■ WHAT TO DO
For this exercise, reproduce the entries below exactly, but only from the line containing "Convert the page" through the line containing "Instruction: Describe the", both included.

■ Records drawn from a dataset
.....

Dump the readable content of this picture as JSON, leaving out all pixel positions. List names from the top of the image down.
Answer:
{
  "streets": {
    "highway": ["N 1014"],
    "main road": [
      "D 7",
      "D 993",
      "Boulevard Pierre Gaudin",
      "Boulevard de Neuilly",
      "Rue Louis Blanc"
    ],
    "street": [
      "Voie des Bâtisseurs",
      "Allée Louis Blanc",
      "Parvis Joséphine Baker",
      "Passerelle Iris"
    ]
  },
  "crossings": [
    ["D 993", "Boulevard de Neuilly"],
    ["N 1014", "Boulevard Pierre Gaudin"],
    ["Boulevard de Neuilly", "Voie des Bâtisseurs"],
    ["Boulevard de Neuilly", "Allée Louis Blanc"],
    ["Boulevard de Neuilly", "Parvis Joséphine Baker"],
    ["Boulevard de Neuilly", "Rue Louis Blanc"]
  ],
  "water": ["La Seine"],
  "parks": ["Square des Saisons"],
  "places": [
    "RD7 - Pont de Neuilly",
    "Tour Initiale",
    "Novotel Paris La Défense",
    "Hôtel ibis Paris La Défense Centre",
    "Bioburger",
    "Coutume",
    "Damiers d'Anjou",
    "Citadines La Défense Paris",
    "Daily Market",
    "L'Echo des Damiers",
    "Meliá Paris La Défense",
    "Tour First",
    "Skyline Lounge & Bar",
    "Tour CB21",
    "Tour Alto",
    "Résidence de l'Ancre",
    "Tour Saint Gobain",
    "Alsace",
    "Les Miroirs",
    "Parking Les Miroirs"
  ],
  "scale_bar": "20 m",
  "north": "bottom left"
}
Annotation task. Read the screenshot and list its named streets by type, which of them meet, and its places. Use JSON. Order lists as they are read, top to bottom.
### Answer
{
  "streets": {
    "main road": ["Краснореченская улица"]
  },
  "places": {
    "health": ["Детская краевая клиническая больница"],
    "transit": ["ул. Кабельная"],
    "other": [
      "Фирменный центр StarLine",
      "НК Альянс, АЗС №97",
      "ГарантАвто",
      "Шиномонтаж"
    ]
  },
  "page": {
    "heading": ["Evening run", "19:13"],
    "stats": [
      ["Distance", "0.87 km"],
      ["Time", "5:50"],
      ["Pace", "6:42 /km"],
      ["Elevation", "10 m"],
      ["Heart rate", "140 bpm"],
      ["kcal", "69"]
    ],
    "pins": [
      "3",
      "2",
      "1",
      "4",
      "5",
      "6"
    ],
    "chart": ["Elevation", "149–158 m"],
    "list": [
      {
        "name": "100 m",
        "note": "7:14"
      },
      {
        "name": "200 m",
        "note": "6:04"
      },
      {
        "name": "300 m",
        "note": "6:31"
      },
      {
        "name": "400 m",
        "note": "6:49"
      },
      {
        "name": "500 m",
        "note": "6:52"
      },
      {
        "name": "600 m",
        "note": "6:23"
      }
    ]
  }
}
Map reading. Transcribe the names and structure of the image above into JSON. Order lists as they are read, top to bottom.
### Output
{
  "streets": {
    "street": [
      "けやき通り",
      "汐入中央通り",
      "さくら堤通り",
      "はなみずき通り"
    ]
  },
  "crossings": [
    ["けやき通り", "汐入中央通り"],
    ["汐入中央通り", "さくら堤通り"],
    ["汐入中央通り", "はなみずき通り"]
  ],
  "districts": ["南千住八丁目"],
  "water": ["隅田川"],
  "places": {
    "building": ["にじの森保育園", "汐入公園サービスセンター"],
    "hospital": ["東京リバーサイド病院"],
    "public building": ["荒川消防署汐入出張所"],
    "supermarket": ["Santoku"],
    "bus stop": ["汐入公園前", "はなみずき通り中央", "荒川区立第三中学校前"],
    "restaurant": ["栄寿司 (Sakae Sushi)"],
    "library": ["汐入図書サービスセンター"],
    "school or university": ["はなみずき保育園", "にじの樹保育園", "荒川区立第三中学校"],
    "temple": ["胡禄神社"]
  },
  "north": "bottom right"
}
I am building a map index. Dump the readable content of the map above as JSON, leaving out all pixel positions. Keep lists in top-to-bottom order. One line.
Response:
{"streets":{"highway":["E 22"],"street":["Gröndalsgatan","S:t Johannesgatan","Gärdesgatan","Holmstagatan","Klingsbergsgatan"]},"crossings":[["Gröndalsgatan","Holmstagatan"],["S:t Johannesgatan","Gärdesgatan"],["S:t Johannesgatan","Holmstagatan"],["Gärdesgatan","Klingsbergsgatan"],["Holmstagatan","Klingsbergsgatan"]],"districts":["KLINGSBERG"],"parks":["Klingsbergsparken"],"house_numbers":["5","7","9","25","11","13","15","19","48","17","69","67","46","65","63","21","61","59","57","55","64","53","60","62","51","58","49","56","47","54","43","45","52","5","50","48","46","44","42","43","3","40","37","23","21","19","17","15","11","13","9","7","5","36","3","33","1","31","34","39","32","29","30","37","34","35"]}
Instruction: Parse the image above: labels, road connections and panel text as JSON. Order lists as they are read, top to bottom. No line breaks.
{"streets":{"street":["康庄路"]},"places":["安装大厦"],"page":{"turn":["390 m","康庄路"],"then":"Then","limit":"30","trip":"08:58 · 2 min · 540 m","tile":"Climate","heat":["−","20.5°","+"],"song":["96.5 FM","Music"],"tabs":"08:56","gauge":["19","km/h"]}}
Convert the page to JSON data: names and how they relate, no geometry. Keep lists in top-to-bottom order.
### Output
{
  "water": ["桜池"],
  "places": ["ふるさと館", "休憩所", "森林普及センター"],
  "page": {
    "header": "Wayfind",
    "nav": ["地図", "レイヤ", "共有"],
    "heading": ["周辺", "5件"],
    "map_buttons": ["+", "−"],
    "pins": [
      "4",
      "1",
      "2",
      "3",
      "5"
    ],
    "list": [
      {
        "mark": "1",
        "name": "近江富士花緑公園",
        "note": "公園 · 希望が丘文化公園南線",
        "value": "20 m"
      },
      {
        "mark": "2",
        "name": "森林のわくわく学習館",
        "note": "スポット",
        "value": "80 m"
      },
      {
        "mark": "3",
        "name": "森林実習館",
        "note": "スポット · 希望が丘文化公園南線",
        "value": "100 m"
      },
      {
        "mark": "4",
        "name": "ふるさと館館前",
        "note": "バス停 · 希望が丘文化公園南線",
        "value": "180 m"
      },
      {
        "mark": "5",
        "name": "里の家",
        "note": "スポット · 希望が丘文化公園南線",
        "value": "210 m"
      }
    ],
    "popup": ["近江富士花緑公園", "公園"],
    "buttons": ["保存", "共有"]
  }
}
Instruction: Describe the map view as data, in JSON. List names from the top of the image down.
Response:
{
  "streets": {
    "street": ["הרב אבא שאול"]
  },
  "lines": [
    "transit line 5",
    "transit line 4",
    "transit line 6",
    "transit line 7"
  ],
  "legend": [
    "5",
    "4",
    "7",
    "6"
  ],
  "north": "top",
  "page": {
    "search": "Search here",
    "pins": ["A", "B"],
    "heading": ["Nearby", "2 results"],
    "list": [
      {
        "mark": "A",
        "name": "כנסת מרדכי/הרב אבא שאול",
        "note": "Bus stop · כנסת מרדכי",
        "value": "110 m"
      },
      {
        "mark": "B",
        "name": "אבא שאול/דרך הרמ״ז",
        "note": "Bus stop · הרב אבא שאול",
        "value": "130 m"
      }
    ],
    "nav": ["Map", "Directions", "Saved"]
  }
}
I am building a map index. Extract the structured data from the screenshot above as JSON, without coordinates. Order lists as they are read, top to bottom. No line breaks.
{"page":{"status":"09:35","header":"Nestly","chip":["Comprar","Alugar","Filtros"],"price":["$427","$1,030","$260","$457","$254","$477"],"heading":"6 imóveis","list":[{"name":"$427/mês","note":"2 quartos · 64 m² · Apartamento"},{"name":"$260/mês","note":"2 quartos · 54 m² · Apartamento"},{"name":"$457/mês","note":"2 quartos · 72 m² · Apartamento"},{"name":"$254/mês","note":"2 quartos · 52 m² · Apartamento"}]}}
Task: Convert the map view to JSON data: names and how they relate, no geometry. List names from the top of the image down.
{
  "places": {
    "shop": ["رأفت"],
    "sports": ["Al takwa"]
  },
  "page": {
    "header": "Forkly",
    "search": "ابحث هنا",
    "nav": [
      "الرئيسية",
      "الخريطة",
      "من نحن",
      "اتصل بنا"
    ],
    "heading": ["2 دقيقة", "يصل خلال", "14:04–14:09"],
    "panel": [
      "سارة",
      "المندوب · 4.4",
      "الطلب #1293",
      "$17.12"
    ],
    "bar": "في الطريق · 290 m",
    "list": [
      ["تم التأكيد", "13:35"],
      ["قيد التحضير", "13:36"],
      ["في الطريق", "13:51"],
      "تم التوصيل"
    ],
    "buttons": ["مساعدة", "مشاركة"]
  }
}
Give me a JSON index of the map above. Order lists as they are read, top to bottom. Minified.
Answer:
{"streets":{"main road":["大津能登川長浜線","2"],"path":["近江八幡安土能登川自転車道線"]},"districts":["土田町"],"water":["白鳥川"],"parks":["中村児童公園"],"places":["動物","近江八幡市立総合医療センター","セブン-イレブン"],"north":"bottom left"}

.....

■ EXERCISE RESPONSE
Convert the page to JSON data: names and how they relate, no geometry. Keep lists in top-to-bottom order.
### Output
{
  "water": ["桜池"],
  "places": ["ふるさと館", "休憩所", "森林普及センター"],
  "page": {
    "header": "Wayfind",
    "nav": ["地図", "レイヤ", "共有"],
    "heading": ["周辺", "5件"],
    "map_buttons": ["+", "−"],
    "pins": [
      "4",
      "1",
      "2",
      "3",
      "5"
    ],
    "list": [
      {
        "mark": "1",
        "name": "近江富士花緑公園",
        "note": "公園 · 希望が丘文化公園南線",
        "value": "20 m"
      },
      {
        "mark": "2",
        "name": "森林のわくわく学習館",
        "note": "スポット",
        "value": "80 m"
      },
      {
        "mark": "3",
        "name": "森林実習館",
        "note": "スポット · 希望が丘文化公園南線",
        "value": "100 m"
      },
      {
        "mark": "4",
        "name": "ふるさと館館前",
        "note": "バス停 · 希望が丘文化公園南線",
        "value": "180 m"
      },
      {
        "mark": "5",
        "name": "里の家",
        "note": "スポット · 希望が丘文化公園南線",
        "value": "210 m"
      }
    ],
    "popup": ["近江富士花緑公園", "公園"],
    "buttons": ["保存", "共有"]
  }
}
Instruction: Describe the map view as data, in JSON. List names from the top of the image down.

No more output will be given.